What you have to do
Exclude the pictures, and otherwise reproduce the data in full.

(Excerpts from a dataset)
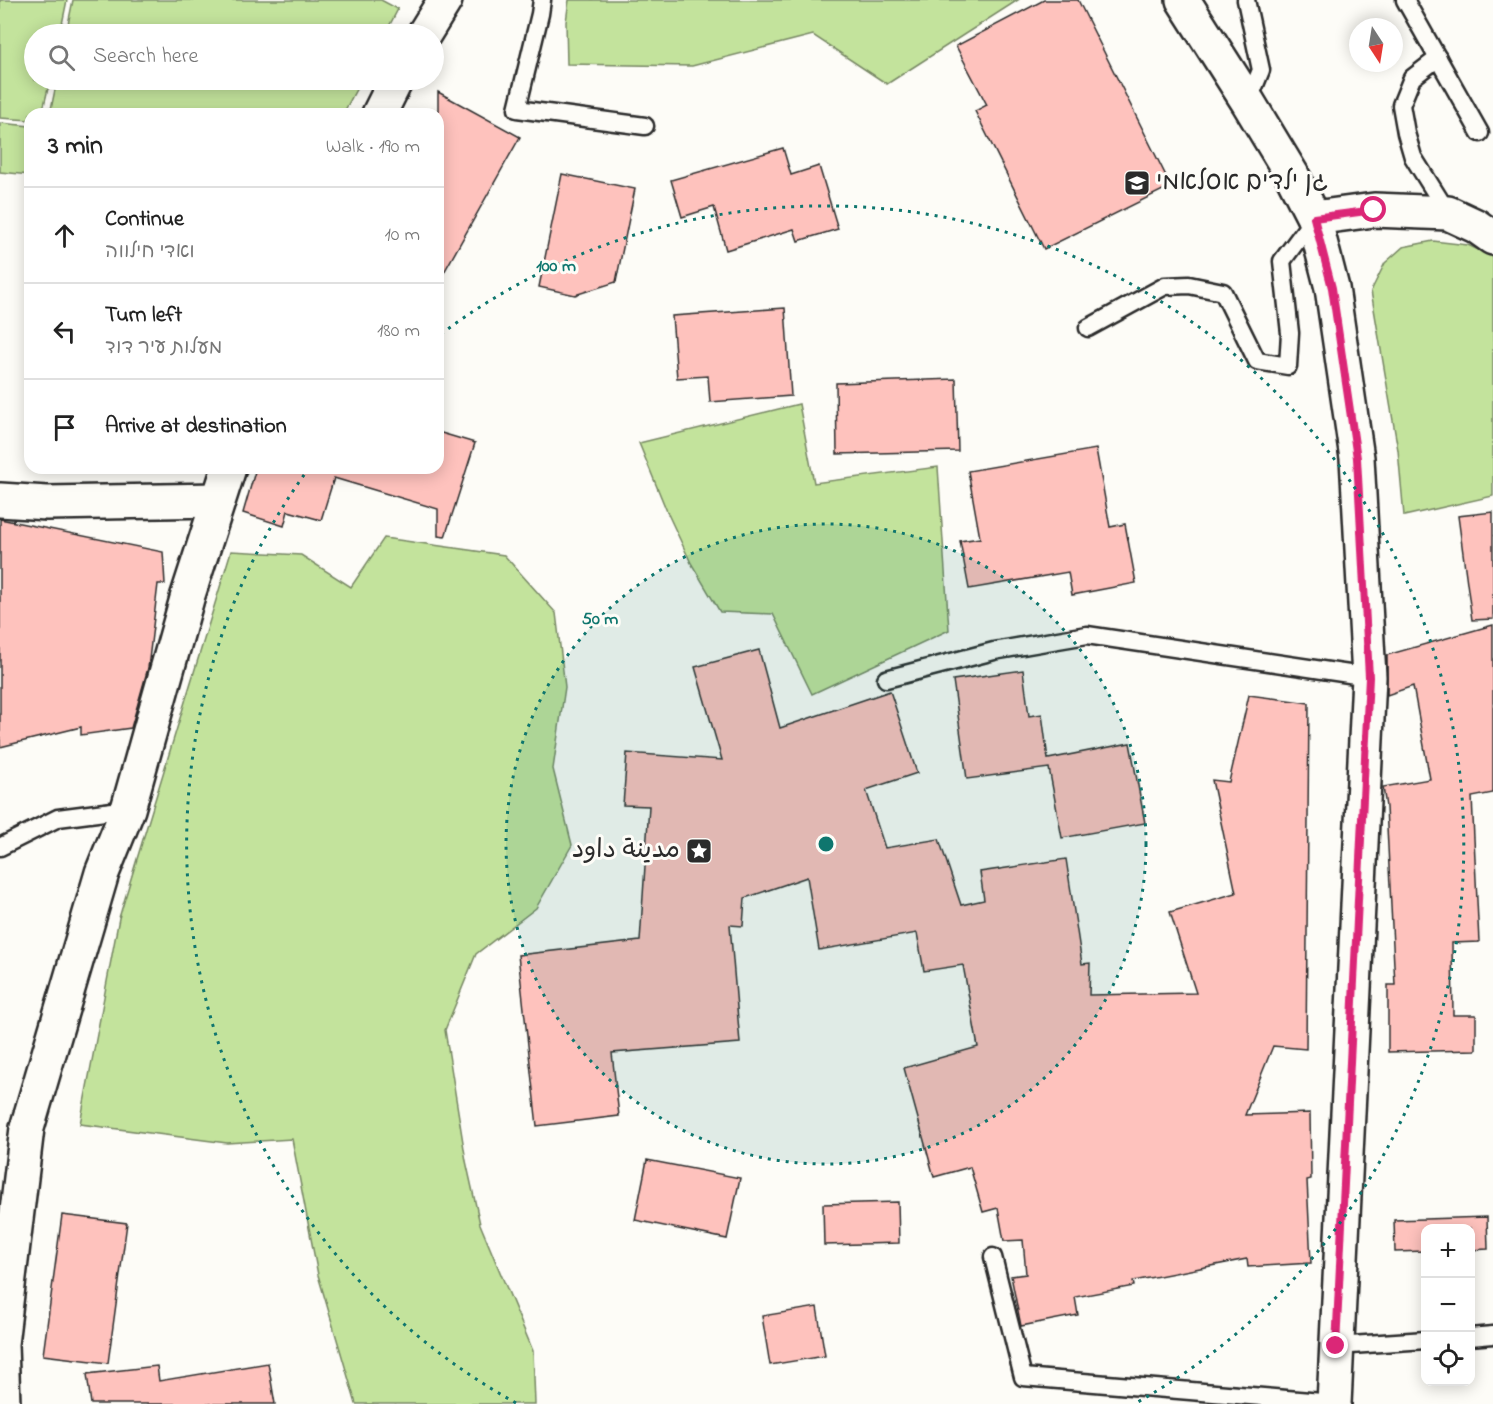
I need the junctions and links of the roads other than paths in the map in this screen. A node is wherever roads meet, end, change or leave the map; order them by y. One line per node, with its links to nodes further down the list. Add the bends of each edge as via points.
1 (445, 0): 6 (street)
2 (542, 0): 11 (lane, via 517,109)
3 (1183, 0): 9 (street)
4 (1246, 0): 9 (lane, via 1261,70)
5 (1406, 0): 7 (lane)
6 (430, 24)
7 (1438, 58): 12 (lane); 13 (lane, via 1412,78 1401,105 1413,157)
8 (391, 90): 10 (street)
9 (1248, 102): 14 (street)
10 (382, 108)
11 (645, 126)
12 (1480, 133)
13 (1448, 213): 14 (street, via 1374,210); 15 (street)
14 (1314, 218): 16 (lane, via 1282,261 1290,333 1288,366 1257,361 1223,292 1189,285 1165,286); 20 (street, via 1332,288 1357,458)
15 (1493, 238)
16 (1088, 328)
17 (227, 474): 19 (street)
18 (0, 500): 19 (street)
19 (218, 500): 22 (street)
20 (1369, 677): 21 (lane, via 1087,635 994,651); 29 (street)
21 (886, 679)
22 (128, 809): 23 (lane, via 58,818); 28 (street, via 102,873 27,1128)
23 (0, 847)
24 (993, 1257): 30 (lane, via 1023,1377)
25 (1493, 1335): 26 (lane)
26 (1475, 1336)
27 (1421, 1340): 29 (lane)
28 (1, 1345): 31 (street)
29 (1336, 1346): 30 (street)
30 (1334, 1403)
31 (3, 1404)

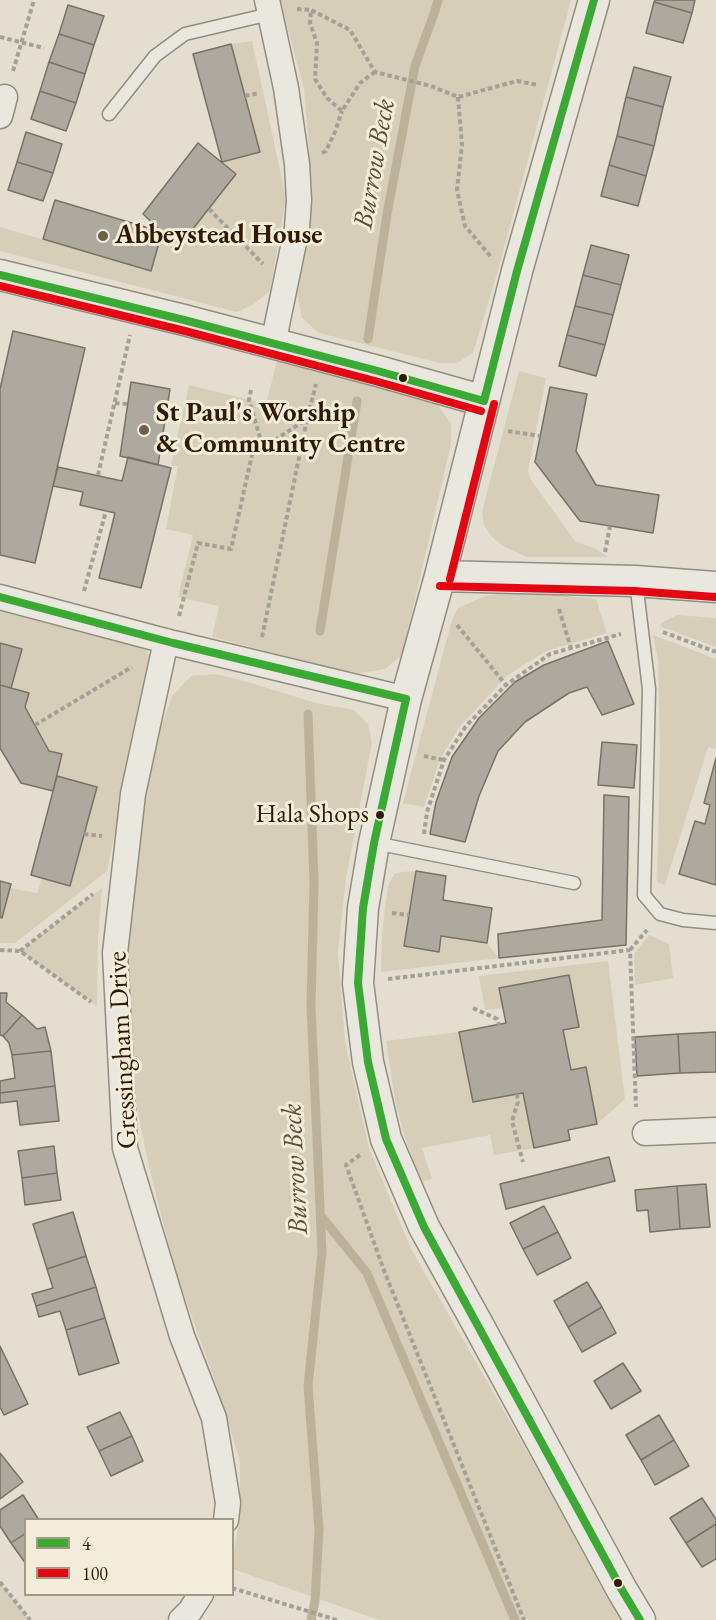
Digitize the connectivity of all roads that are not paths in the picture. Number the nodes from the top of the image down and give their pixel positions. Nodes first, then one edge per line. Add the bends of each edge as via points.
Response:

Written answer
I need the junctions and links of the roads other than paths in the map in this screen. A node is wherever roads meet, end, change or leave the map; order them by y. One line per node, with its links to nodes further down the list. Add the bends of each edge as via points.
1 (445, 0): 6 (street)
2 (542, 0): 11 (lane, via 517,109)
3 (1183, 0): 9 (street)
4 (1246, 0): 9 (lane, via 1261,70)
5 (1406, 0): 7 (lane)
6 (430, 24)
7 (1438, 58): 12 (lane); 13 (lane, via 1412,78 1401,105 1413,157)
8 (391, 90): 10 (street)
9 (1248, 102): 14 (street)
10 (382, 108)
11 (645, 126)
12 (1480, 133)
13 (1448, 213): 14 (street, via 1374,210); 15 (street)
14 (1314, 218): 16 (lane, via 1282,261 1290,333 1288,366 1257,361 1223,292 1189,285 1165,286); 20 (street, via 1332,288 1357,458)
15 (1493, 238)
16 (1088, 328)
17 (227, 474): 19 (street)
18 (0, 500): 19 (street)
19 (218, 500): 22 (street)
20 (1369, 677): 21 (lane, via 1087,635 994,651); 29 (street)
21 (886, 679)
22 (128, 809): 23 (lane, via 58,818); 28 (street, via 102,873 27,1128)
23 (0, 847)
24 (993, 1257): 30 (lane, via 1023,1377)
25 (1493, 1335): 26 (lane)
26 (1475, 1336)
27 (1421, 1340): 29 (lane)
28 (1, 1345): 31 (street)
29 (1336, 1346): 30 (street)
30 (1334, 1403)
31 (3, 1404)

Digitize the connectivity of all roads that are not paths in the picture. Number the nodes from the top of the image down and give their pixel positions. Nodes first, then one edge per line. Add the bends of each edge as via points.
Response:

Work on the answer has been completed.